┌─ Supplied records

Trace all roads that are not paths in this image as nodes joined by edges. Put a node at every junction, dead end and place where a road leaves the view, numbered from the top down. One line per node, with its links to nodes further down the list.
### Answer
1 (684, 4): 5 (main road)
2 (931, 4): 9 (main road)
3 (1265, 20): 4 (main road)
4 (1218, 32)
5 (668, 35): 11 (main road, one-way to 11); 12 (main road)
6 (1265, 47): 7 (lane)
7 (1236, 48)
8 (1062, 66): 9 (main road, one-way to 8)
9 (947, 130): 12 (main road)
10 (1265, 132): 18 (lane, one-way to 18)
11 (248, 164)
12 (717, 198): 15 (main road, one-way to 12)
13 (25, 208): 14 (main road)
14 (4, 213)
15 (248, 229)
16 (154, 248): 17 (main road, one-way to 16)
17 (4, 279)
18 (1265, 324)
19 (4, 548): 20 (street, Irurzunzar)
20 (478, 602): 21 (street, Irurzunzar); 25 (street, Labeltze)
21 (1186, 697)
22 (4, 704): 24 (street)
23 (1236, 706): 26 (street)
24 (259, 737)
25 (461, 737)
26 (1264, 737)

└─

_What needs to be done_: Return the entries above exactly, each one complete.

_Written solution_:
Trace all roads that are not paths in this image as nodes joined by edges. Put a node at every junction, dead end and place where a road leaves the view, numbered from the top down. One line per node, with its links to nodes further down the list.
### Answer
1 (684, 4): 5 (main road)
2 (931, 4): 9 (main road)
3 (1265, 20): 4 (main road)
4 (1218, 32)
5 (668, 35): 11 (main road, one-way to 11); 12 (main road)
6 (1265, 47): 7 (lane)
7 (1236, 48)
8 (1062, 66): 9 (main road, one-way to 8)
9 (947, 130): 12 (main road)
10 (1265, 132): 18 (lane, one-way to 18)
11 (248, 164)
12 (717, 198): 15 (main road, one-way to 12)
13 (25, 208): 14 (main road)
14 (4, 213)
15 (248, 229)
16 (154, 248): 17 (main road, one-way to 16)
17 (4, 279)
18 (1265, 324)
19 (4, 548): 20 (street, Irurzunzar)
20 (478, 602): 21 (street, Irurzunzar); 25 (street, Labeltze)
21 (1186, 697)
22 (4, 704): 24 (street)
23 (1236, 706): 26 (street)
24 (259, 737)
25 (461, 737)
26 (1264, 737)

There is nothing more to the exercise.